Bana İsveç ve Belçika'nın dahil ve daha etkin olduğu bir organizasyondan bahsediliyormuş gibi geldi gerçi.


----------



## Honour

İlk başta bana da öyle geldi. Sonra -maç izlemenin de etkisiyle- bu geldi aklıma 
Senin -başta benim de- düşündüğün de şunun gibi:
"Sınıfta matematiği iyi olan kim var? Bir sen, bir ben varım." gibi.


@
Kmaro, biraz daha konu içeriği hakkında bilgi verebilir misin?

Kmaro, could you please provide more context? As you may have already noticed two totally different translations are possible.


----------



## Chazzwozzer

Honour said:


> Senin -başta benim de- düşündüğün de şunun gibi:
> "Sınıfta matematiği iyi olan kim var? Bir sen, bir ben varım." gibi.


İlk önce o şekilde düşünüp _"Only Sweden and Belgium were more active."_ diye çevirmiştim; ancak daha sonra onu sildim.
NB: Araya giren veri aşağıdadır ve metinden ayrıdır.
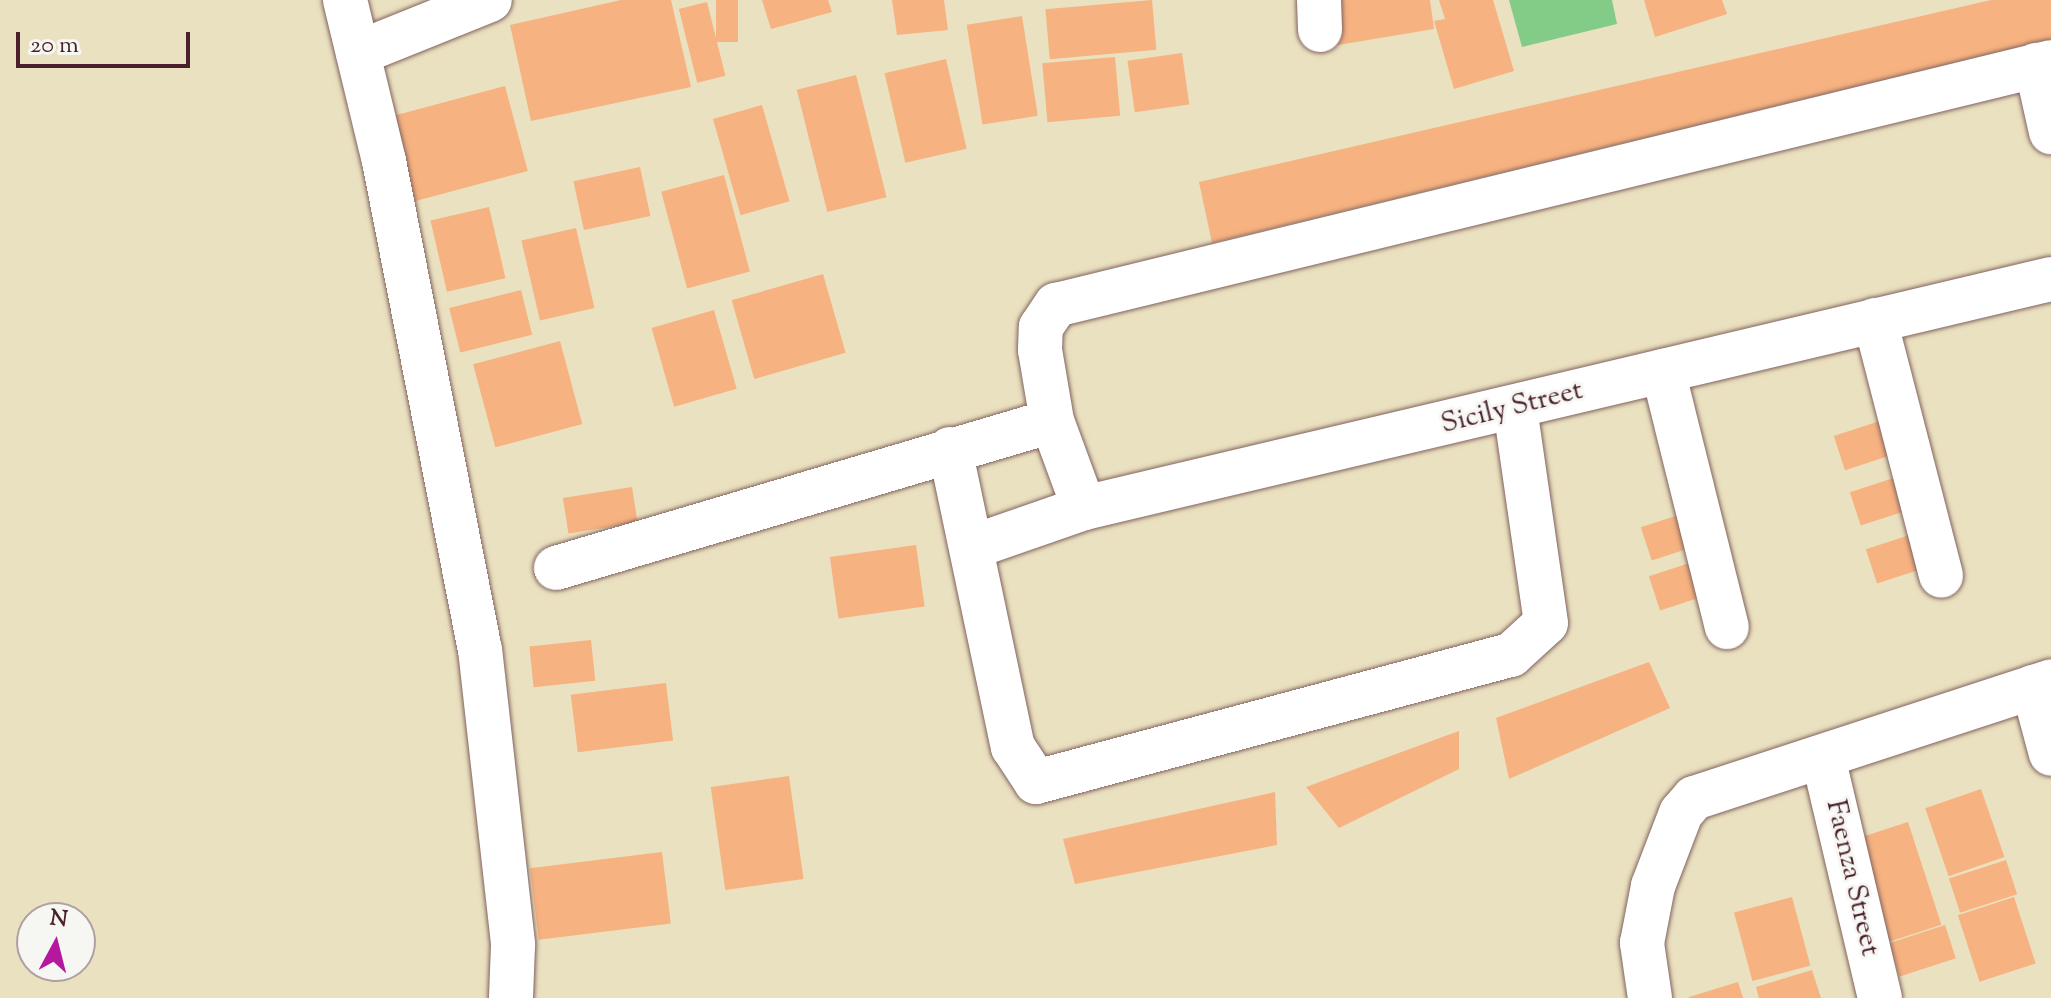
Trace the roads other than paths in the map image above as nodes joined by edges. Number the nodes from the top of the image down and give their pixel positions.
1 (345, 0) edge
2 (490, 0) edge
3 (358, 53) junction
4 (2044, 63) edge
5 (2051, 132) edge
6 (2051, 279) edge
7 (1875, 320) junction
8 (1663, 371) junction
9 (1515, 409) junction
10 (1052, 421) junction
11 (950, 449) junction
12 (1084, 508) junction
13 (975, 546) junction
14 (556, 568) dead end
15 (1941, 576) dead end
16 (1727, 627) dead end
17 (2042, 684) edge
18 (2051, 754) edge
19 (1823, 757) junction
20 (511, 998) edge
21 (1650, 998) edge
22 (1880, 998) edge

1 - 3 street
2 - 3 street
3 - 20 street
4 - 5 street
4 - 10 street
6 - 7 street, Sicily Street
7 - 8 street, Sicily Street
7 - 15 street
8 - 9 street, Sicily Street
8 - 16 street
9 - 12 street, Sicily Street
9 - 13 street
10 - 11 street
10 - 12 street
11 - 13 street
11 - 14 street
12 - 13 street, Sicily Street
17 - 18 street
17 - 19 street
19 - 21 street
19 - 22 street, Faenza Street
Düşündüğüm şeyi _"Ülkemiz; bir İsviçre, bir Belçika kadar aktif olamıyor ne yazık ki."_ örneği ile açıklayabilirim.


----------



## kmaro

Ne güzel tahminler ya! Ancak şöyle bir kontekstan aldim:

Ingiltere, yine Türkiye'yi destekledi ama önceki Konsey ve zirve toplantılarında olduğu kadar öne çıkmadı.


----------



## Chazzwozzer

*"Sweden and Belgium were more active compared to England."* could work then.


----------